In an attempt to fulfill his dreams, Victor thinks of doing something unique. In his own words, “It was the secrets of heaven and earth that I desired to learn; and whether it was the outward substance of things, or the inner spirit of nature and the mysterious soul of man that occupied me, still my inquiries were directed to the metaphysical, or, in its highest sense, the physical secrets of the world” (Chapter 2). He decides to create human life so as to be equal with God, and collects the various body parts of human beings and puts them together. With the help of the secret sciences that he has learnt, he manages to bring life to this creature. But on seeing the creature, its creator himself is horrified, as it was nearly eight feet tall and had abominable features.
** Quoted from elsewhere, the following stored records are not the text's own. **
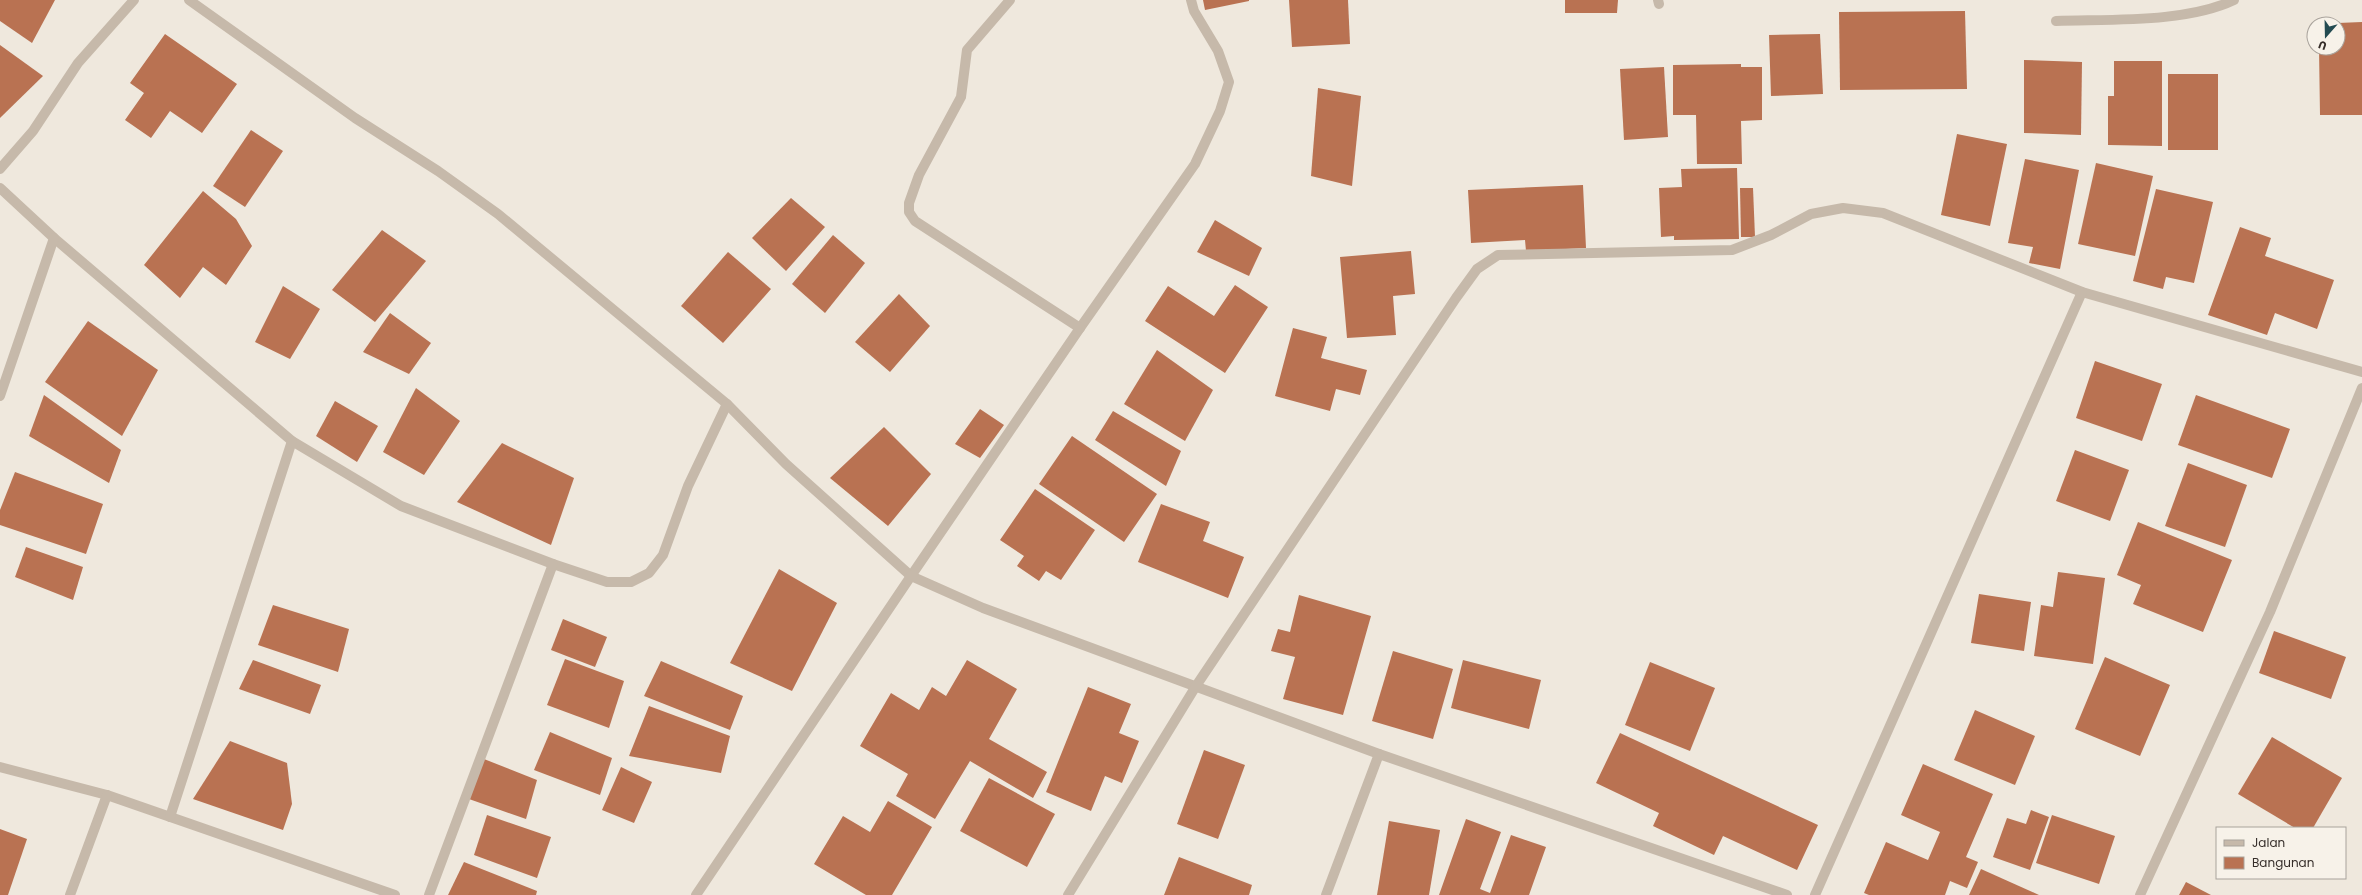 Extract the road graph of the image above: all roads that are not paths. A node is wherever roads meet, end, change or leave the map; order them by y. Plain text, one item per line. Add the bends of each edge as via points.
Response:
1 (134, 0) edge
2 (188, 0) edge
3 (1010, 0) edge
4 (1191, 0) edge
5 (2234, 0) edge
6 (2056, 21) dead end
7 (0, 169) edge
8 (0, 188) edge
9 (54, 238) junction
10 (2082, 292) junction
11 (1080, 328) junction
12 (2362, 372) edge
13 (2362, 388) edge
14 (0, 396) edge
15 (727, 404) junction
16 (292, 441) junction
17 (553, 564) junction
18 (911, 576) junction
19 (1196, 686) junction
20 (1379, 754) junction
21 (0, 767) edge
22 (107, 795) junction
23 (170, 817) junction
24 (70, 895) edge
25 (395, 895) edge
26 (429, 895) edge
27 (696, 895) edge
28 (1068, 895) edge
29 (1326, 895) edge
30 (1787, 895) edge
31 (1815, 895) edge
32 (2140, 895) edge

1 - 7 street via 78,63 33,131
2 - 15 street via 355,118 438,171 498,214
3 - 11 street via 967,50 961,97 919,175 909,203 909,212 915,221
4 - 11 street via 1194,11 1218,51 1230,82 1220,111 1195,164
5 - 6 street via 2222,6 2166,16
8 - 9 street
9 - 14 street
9 - 16 street
10 - 12 street
10 - 19 street via 1883,213 1843,208 1811,214 1771,235 1732,250 1498,255 1477,269 1456,298
10 - 31 street
11 - 18 street
13 - 32 street via 2270,612
15 - 17 street via 688,486 663,554 649,574 631,582 607,582
15 - 18 street via 786,464
16 - 17 street via 400,506
16 - 23 street
17 - 26 street
18 - 19 street via 984,608
18 - 27 street
19 - 20 street
19 - 28 street
20 - 29 street
20 - 30 street
21 - 22 street
22 - 23 street
22 - 24 street
23 - 25 street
Frankenstein runs out of the house and on his return does not find the creature in the house. He falls sick for several months. The reaction of its creator and the treatment it receives in general from the external world makes the creature a recluse, with a mind filled with hatred, frustration, and revenge.

The creature takes away the lives of the near and dear ones of Victor – first his youngest brother William, and then the family’s faithful maid for long time, Justine, as she is accused of the murder and is executed. On detecting the creature near his the rocks where William was killed, Victor suspects it as the murderer and confronts it back in Geneva. It tries to communicate with its creator the shattered state of mind with which it is forced to live. It confesses that it committed the murders to shake Victor’s conscience, but now needs peace, and asks for a synthetic female as its pair. Though Victor agrees at first to create a partner for the creature, later decides not to do that, since he fears that this may lead to the birth of many evil creatures.

The creature kills Victor’s close friend Clerval and then his wife Elizabeth in his first night. Victor tries to hunt the creature down and to destroy him, and encounters the caption of a ship that was on an adventurous sail to the North Pole. Captain Walton recounts the death of Victor and the grief and disgust that the creature showed in its suicidal bout. The sailors are disenchanted of the adventurous prospects of the voyage as the witnessed the outcome of unnecessary inventions that questioned the rules of Nature and turn back home.

The general understanding of the creature as essentially evil cannot entirely be justified. It is rather the limitless quest of human beings and their prejudices that leads to the strange character of the creature. It is in fact similar to an infant longing for attention and care, but the world looks at it in horror and treats it cruelly. Its words on finding the dead body of Victor is evidence enough that it was only trying to survive with the help of its creator and the horrible things that it did to him were out of sheer frustration and lack of self-control. In assures the sailors: “Fear not that I shall be the instrument of future mischief. My work is nearly complete. Neither yours nor any mans death is needed to consummate the series of my being, and accomplish that which must be done; but it requires my own” (Chapter 24). The creatures lament that it failed to get any recognition in its life even from its own creature is as poignant as the disappointment and self-punishment of Victor for his own misdirected endeavors.